Dear Editor,
Paracentral acute middle maculopathy (PAMM) is an optical coherence tomography (OCT) finding of hyper-reflective band in inner nuclear layer (INL) [1,2]. PAMM is caused by hypoperfusion of the deep vascular complex (i.e., intermediate capillary plexus [ICP] and deep capillary plexus [DCP]) or specifically the DCP [1]. PAMM is associated with retinal vascular diseases and systemic disorders [1,3]. We report a case of PAMM in an elderly patient followed for one year who presented scotoma and had normal visual acuity.
A 67-year-old male patient presented with blurred vision and scotoma in the left eye that started five days ago. His medical history included hypertension, hypothyroidism, hypercholesterolemia. Uncorrected visual acuity (UCVA) was 20 / 20, and intraocular pressure was normal in both eyes. Anterior segment was normal. Fundus showed perifoveal drusen in both eyes, deep grayish lesions at parafovea, and cotton wool patches (CWPs) around the optic disc in the left eye (Fig. 1A). Humphrey visual field (HVF) showed inferior defects in the right eye and scattered defects in the left eye (Fig. 1B). OCT revealed multiple hyper-reflective bands in INL in the left eye and no significant findings in the right eye. The position of the grayish lesions on fundus corresponded to the hyper-reflective INL lesions (Fig. 1C). OCT angiography (OCTA) demonstrated decreased vascular density of DCP in the left eye (Fig. 1D). Cardiologic workup was unremarkable. Neurologic workup demonstrated luminal irregularity at bilateral distal internal carotid arteries in brain magnetic resonance imaging. After one week, UCVA was 20 / 22 in both eyes. Fundus showed diminished grayish lesions and increased CWPs in the left eye (Fig. 1E). HVF revealed decreased defects. OCT showed slightly decreased hyper-reflective bands in INL. Two weeks later, his symptom improved slightly. UCVA was stationary. CWPs decreased (Fig. 1F).

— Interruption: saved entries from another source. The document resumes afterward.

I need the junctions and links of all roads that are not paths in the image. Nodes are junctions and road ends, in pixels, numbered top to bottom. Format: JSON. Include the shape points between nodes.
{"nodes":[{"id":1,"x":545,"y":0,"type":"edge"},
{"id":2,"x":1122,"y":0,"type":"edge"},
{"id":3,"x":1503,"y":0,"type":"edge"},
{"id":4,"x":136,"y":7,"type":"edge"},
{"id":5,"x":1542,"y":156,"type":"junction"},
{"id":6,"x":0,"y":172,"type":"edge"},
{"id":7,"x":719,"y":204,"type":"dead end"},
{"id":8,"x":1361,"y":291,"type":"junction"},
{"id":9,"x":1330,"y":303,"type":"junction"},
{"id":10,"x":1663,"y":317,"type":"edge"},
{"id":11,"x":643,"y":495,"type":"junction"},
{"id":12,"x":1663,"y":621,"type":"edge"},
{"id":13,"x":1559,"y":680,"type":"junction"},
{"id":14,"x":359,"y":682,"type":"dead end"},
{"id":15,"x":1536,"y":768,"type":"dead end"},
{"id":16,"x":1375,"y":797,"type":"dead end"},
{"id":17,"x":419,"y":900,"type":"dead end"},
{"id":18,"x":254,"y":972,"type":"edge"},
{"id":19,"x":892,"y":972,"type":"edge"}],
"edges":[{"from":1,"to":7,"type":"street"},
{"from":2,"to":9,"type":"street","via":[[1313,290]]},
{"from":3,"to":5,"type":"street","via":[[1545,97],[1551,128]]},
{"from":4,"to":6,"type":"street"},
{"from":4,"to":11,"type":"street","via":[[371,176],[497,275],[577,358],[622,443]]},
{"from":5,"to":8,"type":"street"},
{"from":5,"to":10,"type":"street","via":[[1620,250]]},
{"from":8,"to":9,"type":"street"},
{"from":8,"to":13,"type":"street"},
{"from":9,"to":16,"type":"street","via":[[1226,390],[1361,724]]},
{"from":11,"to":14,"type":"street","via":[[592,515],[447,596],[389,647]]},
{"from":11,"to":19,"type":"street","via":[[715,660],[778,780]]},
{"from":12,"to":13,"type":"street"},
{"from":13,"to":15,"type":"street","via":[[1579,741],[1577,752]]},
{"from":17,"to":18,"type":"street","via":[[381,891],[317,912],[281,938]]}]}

HVF improved. OCT showed decreased hyper-reflective INL lesions. After 2 months, UCVA was similar. Fundus findings, HVF and OCT improved further (Fig. 1G). After 6 months, he rarely had visual impairment. UCVA was 20 / 20. CWPs almost disappeared (Fig. 1H). HVF was stationary. The hyperreflective INL lesions improved and focal INL thinning was observed. After 1 year, UCVA was stationary and the objective findings were nearly stationary (Fig. 1I). INL thinning developed slightly further. OCTA showed hypoperfusion of ICP and DCP (Fig. 1J, first row). The hypoperfusion of ICP and DCP improved on OCTA (Fig. 1J, second and third row).
To the best of our knowledge, this is the third case report describing PAMM in Korea. One study presented a 38-year-old healthy male with acute vision loss (best-corrected visual acuity 20 / 60) whose systemic workup revealed a patent foramen ovale [4]. Another study reported a 43-year-old female patient with visual field defects in both eyes (best-corrected visual acuity 20 / 25 in the right eye, 20 / 40 in the left eye) after severe headache [5]. The two case reports had short follow-up period of 3 months and 2 weeks, respectively.
Our case report is different from the two studies in several respects. Firstly, the patient in our case presented blurred vision and scotoma, but had visual acuity of 20 / 20. Secondly, our case had longer follow-up period than the previous two reports. We observed gradual improvement of the hyper-reflective INL bands and the consequent thinning of INL on OCT. We also found the restoration of hypoperfusion in ICP and DCP in OCTA during 1 year. Thirdly, we followed up the patient weekly during the first 2 weeks and could closely monitor the acute change of the fundus, HVF, OCT, and OCTA. The patient had vascular risk factors including hypertension. He also had luminal irregularity at bilateral distal internal carotid arteries. These factors might induce transient hypoperfusion in deep vascular complex. Transient increase of CWPs with inner retina’s hypoperfusion also supports the vascular etiology. The severity of retinal ischemia is determined by the severity of blood flow impairment; delayed or slow flow leads to PAMM; more severe obstruction of flow leads to combined middle/inner retinal infarction (i.e., partial arterial occlusion) [1].
In conclusion, we report a case of PAMM followed for 1 year for a patient having normal visual acuity. Even in the case with normal vision, PAMM could be considered as a differential diagnosis for a patient with paracentral scotoma. Caution and evaluation are required with combined systemic vascular risk factors.